Reproduce the data below word for word.

Records provided -
=-=-=-=-=

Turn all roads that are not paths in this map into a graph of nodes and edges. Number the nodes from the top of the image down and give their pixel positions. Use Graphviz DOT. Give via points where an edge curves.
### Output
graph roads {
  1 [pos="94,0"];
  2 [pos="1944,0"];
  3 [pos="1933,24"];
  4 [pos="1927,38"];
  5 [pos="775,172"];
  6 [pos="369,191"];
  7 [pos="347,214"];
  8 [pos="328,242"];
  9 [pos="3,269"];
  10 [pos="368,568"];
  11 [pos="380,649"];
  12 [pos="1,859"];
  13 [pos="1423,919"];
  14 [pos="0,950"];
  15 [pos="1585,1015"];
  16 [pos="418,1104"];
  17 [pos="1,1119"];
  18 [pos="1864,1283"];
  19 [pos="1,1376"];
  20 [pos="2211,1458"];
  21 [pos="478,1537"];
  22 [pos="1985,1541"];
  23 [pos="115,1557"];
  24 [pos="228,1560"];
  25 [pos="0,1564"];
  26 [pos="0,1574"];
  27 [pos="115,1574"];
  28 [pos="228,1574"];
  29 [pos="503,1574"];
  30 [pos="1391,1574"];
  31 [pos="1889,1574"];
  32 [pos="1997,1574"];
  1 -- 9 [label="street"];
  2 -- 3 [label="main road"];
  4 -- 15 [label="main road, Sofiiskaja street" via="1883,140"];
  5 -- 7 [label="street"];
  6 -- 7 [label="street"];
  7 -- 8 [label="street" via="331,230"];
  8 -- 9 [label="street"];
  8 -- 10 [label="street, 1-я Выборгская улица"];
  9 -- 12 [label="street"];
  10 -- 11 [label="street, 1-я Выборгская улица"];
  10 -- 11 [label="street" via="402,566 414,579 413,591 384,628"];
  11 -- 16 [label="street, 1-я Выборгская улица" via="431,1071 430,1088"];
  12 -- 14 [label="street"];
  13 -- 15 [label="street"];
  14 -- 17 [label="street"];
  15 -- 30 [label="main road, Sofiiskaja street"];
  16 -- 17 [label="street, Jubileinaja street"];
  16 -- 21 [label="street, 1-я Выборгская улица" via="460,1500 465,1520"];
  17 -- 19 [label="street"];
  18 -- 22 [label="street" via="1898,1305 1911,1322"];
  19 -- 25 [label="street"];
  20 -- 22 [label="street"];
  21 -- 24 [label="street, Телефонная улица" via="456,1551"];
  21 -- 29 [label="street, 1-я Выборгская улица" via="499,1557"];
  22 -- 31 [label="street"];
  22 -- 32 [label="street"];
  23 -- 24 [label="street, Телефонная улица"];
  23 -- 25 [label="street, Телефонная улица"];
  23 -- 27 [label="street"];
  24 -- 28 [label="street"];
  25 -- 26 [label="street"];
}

=-=-=-=-=

Solution for this exercise -
Turn all roads that are not paths in this map into a graph of nodes and edges. Number the nodes from the top of the image down and give their pixel positions. Use Graphviz DOT. Give via points where an edge curves.
### Output
graph roads {
  1 [pos="94,0"];
  2 [pos="1944,0"];
  3 [pos="1933,24"];
  4 [pos="1927,38"];
  5 [pos="775,172"];
  6 [pos="369,191"];
  7 [pos="347,214"];
  8 [pos="328,242"];
  9 [pos="3,269"];
  10 [pos="368,568"];
  11 [pos="380,649"];
  12 [pos="1,859"];
  13 [pos="1423,919"];
  14 [pos="0,950"];
  15 [pos="1585,1015"];
  16 [pos="418,1104"];
  17 [pos="1,1119"];
  18 [pos="1864,1283"];
  19 [pos="1,1376"];
  20 [pos="2211,1458"];
  21 [pos="478,1537"];
  22 [pos="1985,1541"];
  23 [pos="115,1557"];
  24 [pos="228,1560"];
  25 [pos="0,1564"];
  26 [pos="0,1574"];
  27 [pos="115,1574"];
  28 [pos="228,1574"];
  29 [pos="503,1574"];
  30 [pos="1391,1574"];
  31 [pos="1889,1574"];
  32 [pos="1997,1574"];
  1 -- 9 [label="street"];
  2 -- 3 [label="main road"];
  4 -- 15 [label="main road, Sofiiskaja street" via="1883,140"];
  5 -- 7 [label="street"];
  6 -- 7 [label="street"];
  7 -- 8 [label="street" via="331,230"];
  8 -- 9 [label="street"];
  8 -- 10 [label="street, 1-я Выборгская улица"];
  9 -- 12 [label="street"];
  10 -- 11 [label="street, 1-я Выборгская улица"];
  10 -- 11 [label="street" via="402,566 414,579 413,591 384,628"];
  11 -- 16 [label="street, 1-я Выборгская улица" via="431,1071 430,1088"];
  12 -- 14 [label="street"];
  13 -- 15 [label="street"];
  14 -- 17 [label="street"];
  15 -- 30 [label="main road, Sofiiskaja street"];
  16 -- 17 [label="street, Jubileinaja street"];
  16 -- 21 [label="street, 1-я Выборгская улица" via="460,1500 465,1520"];
  17 -- 19 [label="street"];
  18 -- 22 [label="street" via="1898,1305 1911,1322"];
  19 -- 25 [label="street"];
  20 -- 22 [label="street"];
  21 -- 24 [label="street, Телефонная улица" via="456,1551"];
  21 -- 29 [label="street, 1-я Выборгская улица" via="499,1557"];
  22 -- 31 [label="street"];
  22 -- 32 [label="street"];
  23 -- 24 [label="street, Телефонная улица"];
  23 -- 25 [label="street, Телефонная улица"];
  23 -- 27 [label="street"];
  24 -- 28 [label="street"];
  25 -- 26 [label="street"];
}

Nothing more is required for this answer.